Make a verbatim transcription of the records, without the pictures.
========================
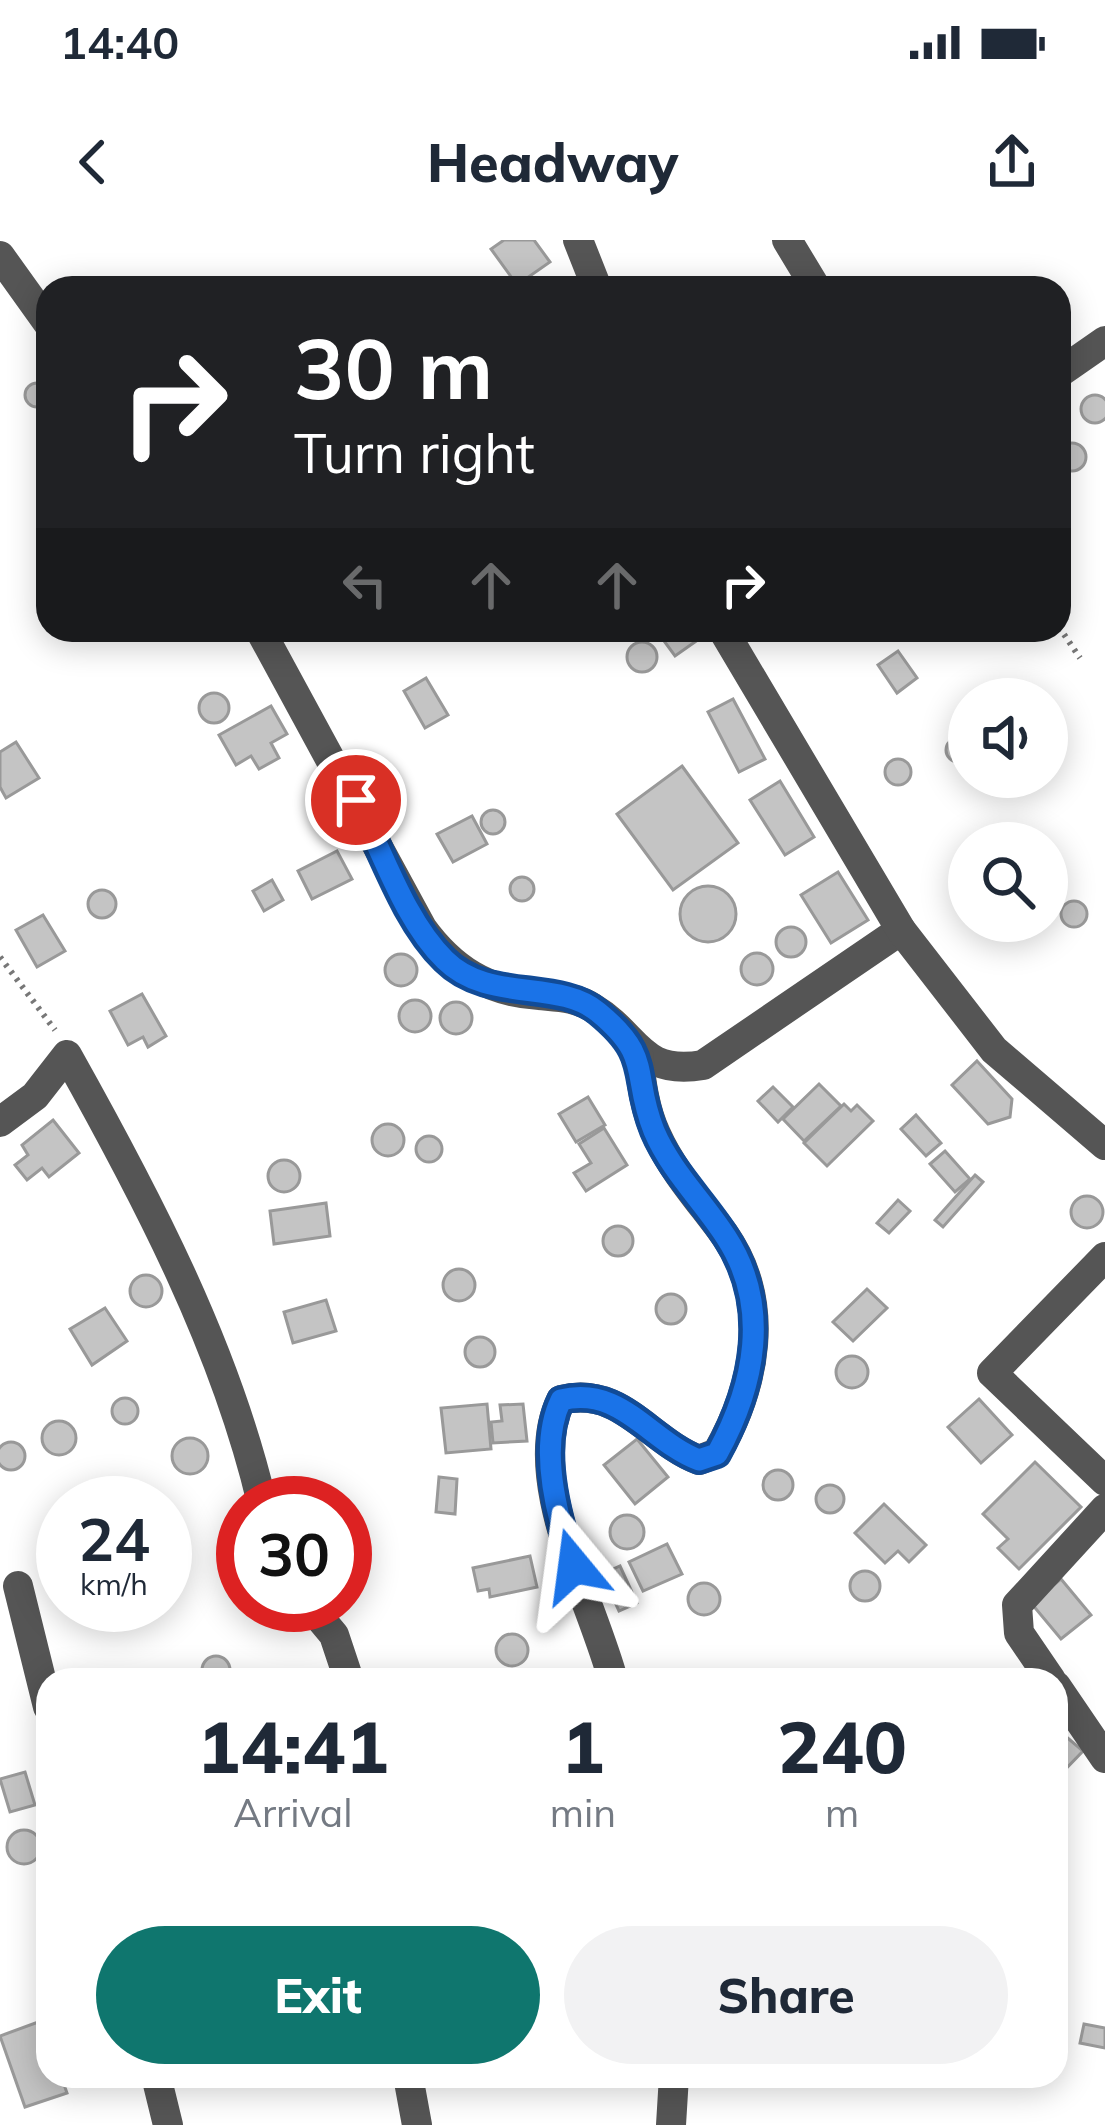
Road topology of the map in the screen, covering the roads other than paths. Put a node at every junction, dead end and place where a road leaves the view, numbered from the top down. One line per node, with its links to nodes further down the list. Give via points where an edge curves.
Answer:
1 (578, 240): 4 (street)
2 (787, 240): 5 (street)
3 (0, 256): 6 (street)
4 (592, 276)
5 (809, 276)
6 (36, 306)
7 (1105, 341): 8 (street)
8 (1071, 365)
9 (267, 642): 12 (street, via 446,962 499,988 563,995 595,1008)
10 (730, 642): 11 (street)
11 (902, 930): 12 (street, via 704,1065 682,1069); 14 (street, via 994,1050)
12 (638, 1053): 23 (street, via 655,1133 744,1269 754,1345 717,1454 699,1460 680,1453 608,1400 561,1400 550,1421 561,1530)
13 (0, 1122): 16 (street, via 35,1096 68,1055 209,1345)
14 (1105, 1145)
15 (1105, 1256): 17 (street, via 992,1372)
16 (256, 1476)
17 (1105, 1481)
18 (1105, 1509): 24 (street, via 1017,1605 1019,1634)
19 (18, 1586): 21 (street)
20 (331, 1632): 22 (street)
21 (38, 1668)
22 (345, 1668)
23 (609, 1668)
24 (1043, 1668)
25 (1068, 1704): 26 (street)
26 (1105, 1758)
27 (159, 2088): 30 (street)
28 (410, 2088): 31 (street)
29 (673, 2088): 32 (street)
30 (167, 2125)
31 (416, 2125)
32 (671, 2125)

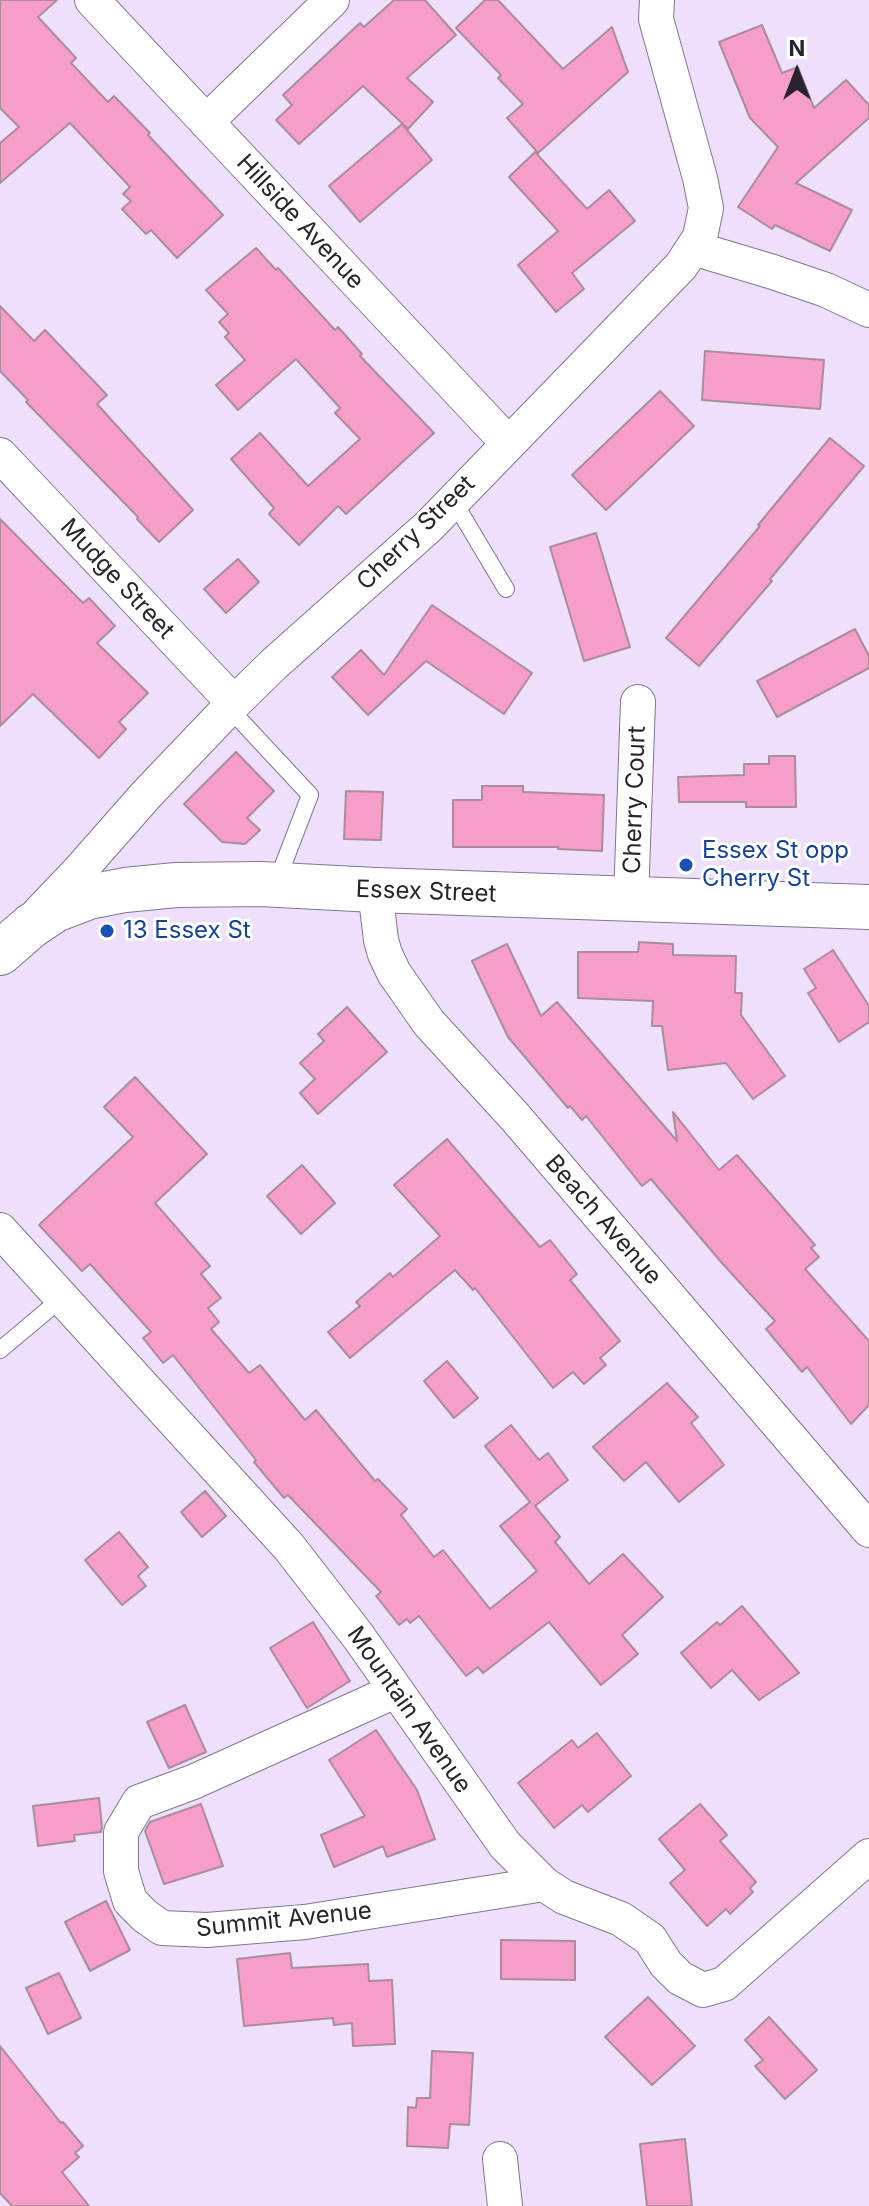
========================
Exercise output →
Road topology of the map in the screen, covering the roads other than paths. Put a node at every junction, dead end and place where a road leaves the view, numbered from the top down. One line per node, with its links to nodes further down the list. Give via points where an edge curves.
Answer:
1 (578, 240): 4 (street)
2 (787, 240): 5 (street)
3 (0, 256): 6 (street)
4 (592, 276)
5 (809, 276)
6 (36, 306)
7 (1105, 341): 8 (street)
8 (1071, 365)
9 (267, 642): 12 (street, via 446,962 499,988 563,995 595,1008)
10 (730, 642): 11 (street)
11 (902, 930): 12 (street, via 704,1065 682,1069); 14 (street, via 994,1050)
12 (638, 1053): 23 (street, via 655,1133 744,1269 754,1345 717,1454 699,1460 680,1453 608,1400 561,1400 550,1421 561,1530)
13 (0, 1122): 16 (street, via 35,1096 68,1055 209,1345)
14 (1105, 1145)
15 (1105, 1256): 17 (street, via 992,1372)
16 (256, 1476)
17 (1105, 1481)
18 (1105, 1509): 24 (street, via 1017,1605 1019,1634)
19 (18, 1586): 21 (street)
20 (331, 1632): 22 (street)
21 (38, 1668)
22 (345, 1668)
23 (609, 1668)
24 (1043, 1668)
25 (1068, 1704): 26 (street)
26 (1105, 1758)
27 (159, 2088): 30 (street)
28 (410, 2088): 31 (street)
29 (673, 2088): 32 (street)
30 (167, 2125)
31 (416, 2125)
32 (671, 2125)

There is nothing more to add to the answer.